As more networks look into developing true-crime series for their networks, a new series is in development on Reelz with tabloid magazine The National Enquirer working on the show, according to The Hollywood Reporter.
That’s right, the tabloid you see at the grocery store declaring some out-of-this-world story is venturing into the true-crime genre.
The new series, National Enquirer Investigates, will premiere on May 28 at 9 p.m., with each hour long episode focusing on a different case.

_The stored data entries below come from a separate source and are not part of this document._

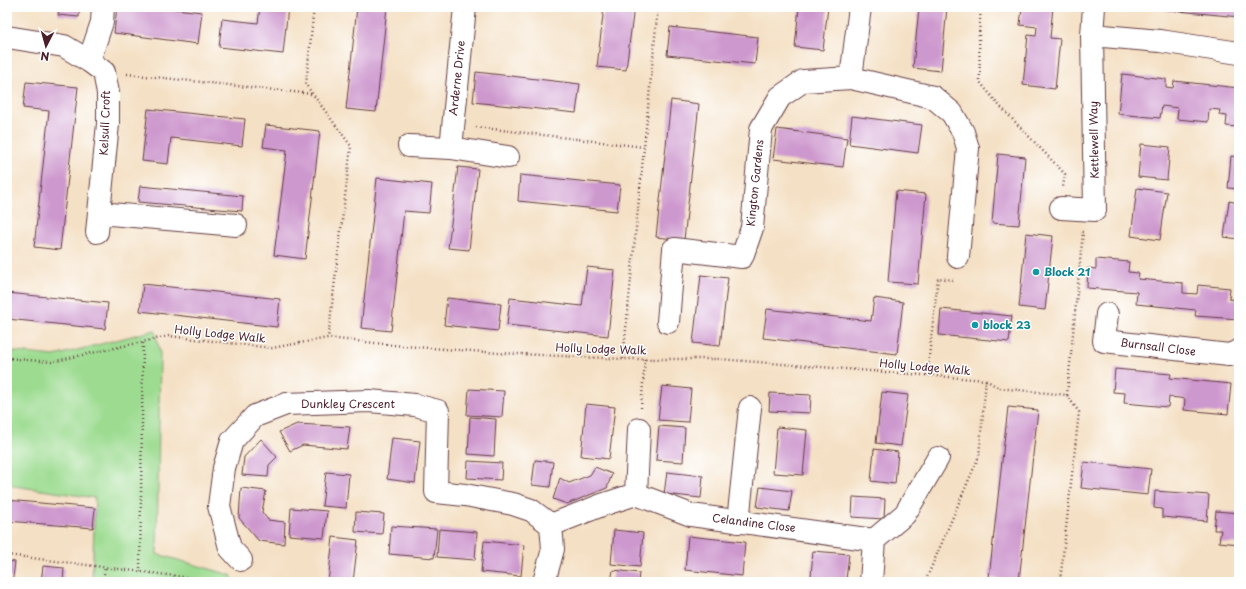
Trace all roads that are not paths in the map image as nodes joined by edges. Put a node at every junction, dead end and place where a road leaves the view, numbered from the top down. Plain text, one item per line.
1 (103, 7) edge
2 (465, 7) edge
3 (860, 7) edge
4 (1094, 7) edge
5 (1092, 35) junction
6 (7, 37) edge
7 (1239, 53) edge
8 (96, 66) junction
9 (851, 78) junction
10 (409, 146) dead end
11 (451, 148) junction
12 (508, 157) dead end
13 (1061, 208) dead end
14 (236, 225) dead end
15 (958, 257) road end
16 (1107, 314) dead end
17 (668, 322) dead end
18 (1239, 351) edge
19 (750, 408) dead end
20 (639, 429) road end
21 (938, 458) dead end
22 (636, 494) junction
23 (738, 522) junction
24 (551, 525) junction
25 (874, 540) junction
26 (241, 560) dead end
27 (544, 582) edge
28 (871, 582) edge

1 - 8 street
2 - 11 street, Arderne Drive
3 - 9 street
4 - 5 street, Kettlewell Way
5 - 7 street
5 - 13 street, Kettlewell Way
6 - 8 street
8 - 14 street, Kelsull Croft
9 - 15 street, Kington Gardens
9 - 17 street, Kington Gardens
10 - 11 street
11 - 12 street
16 - 18 street, Burnsall Close
19 - 23 street
20 - 22 street
21 - 25 street
22 - 23 street, Celandine Close
22 - 24 street
23 - 25 street, Celandine Close
24 - 26 street, Dunkley Crescent
24 - 27 street
25 - 28 street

The first episode will look at the death of Marilyn Monroe and will present new evidence in the case.
Other topics the show will look into include the death of Natalie Wood, Elvis Pressley’s death, the deaths of Whitney Houston and Bobbi Kristina, the story Charlie Sheen’s HIV announcement and everyone’s favorite true-crime subject, O.J. Simpson and the death of Nicole Brown Simpson.

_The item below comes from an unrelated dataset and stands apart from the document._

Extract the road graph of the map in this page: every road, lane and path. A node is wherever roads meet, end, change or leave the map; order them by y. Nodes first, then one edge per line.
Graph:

The show is bringing in Harvey and Bob Weinstein as executive producers and Jupiter Entertainment, who is leading the way in the true-crime series production. Dylan Howard, the editor-in-chief of The National Enquirer, will be the chief content officer.
“National Enquirer Investigates will directly leverage the world-class reporting of The National Enquirer, its editors and journalists to reveal compelling new investigations into extraordinary Hollywood scandals and mysteries. Our partnership with Reelz underscores how National Enquirer has never been more relevant than it is today. Bringing this iconic brand, and the trust and influence of our reporting to life with National Enquirer Investigates will show why The Enquirer has been one of the most influential media brands for more than 90 years and continues to prove that we are willing to chase down and uncover the stories that others shy away from,” Howard said in a statement.
Reelz’s Senior Vice President of Programming Steve Cheskin said “We’re thrilled to have exclusive access to the investigative expertise and reporting experience of American Media and The National Enquirer to feed our viewers’ appetites for the real stories of celebrities.”
The National Enquirer was founded in 1926 and is headquartered in New York City. The tabloid openly says they pay their sources for information, which is atypical of magazines and newspapers. The tabloid tells of scandals involving celebrities of Hollywood and New York. The tabloid has also been involved in a number of lawsuits from celebrities who say their reputations have been harmed from what has been published about them.
The true-crime genre has grown over the past year, possibly due to the success of FX’s The People vs. O.J. Simpson. After the show concluded its first season, NBC and CBS announced their own true-crime shows.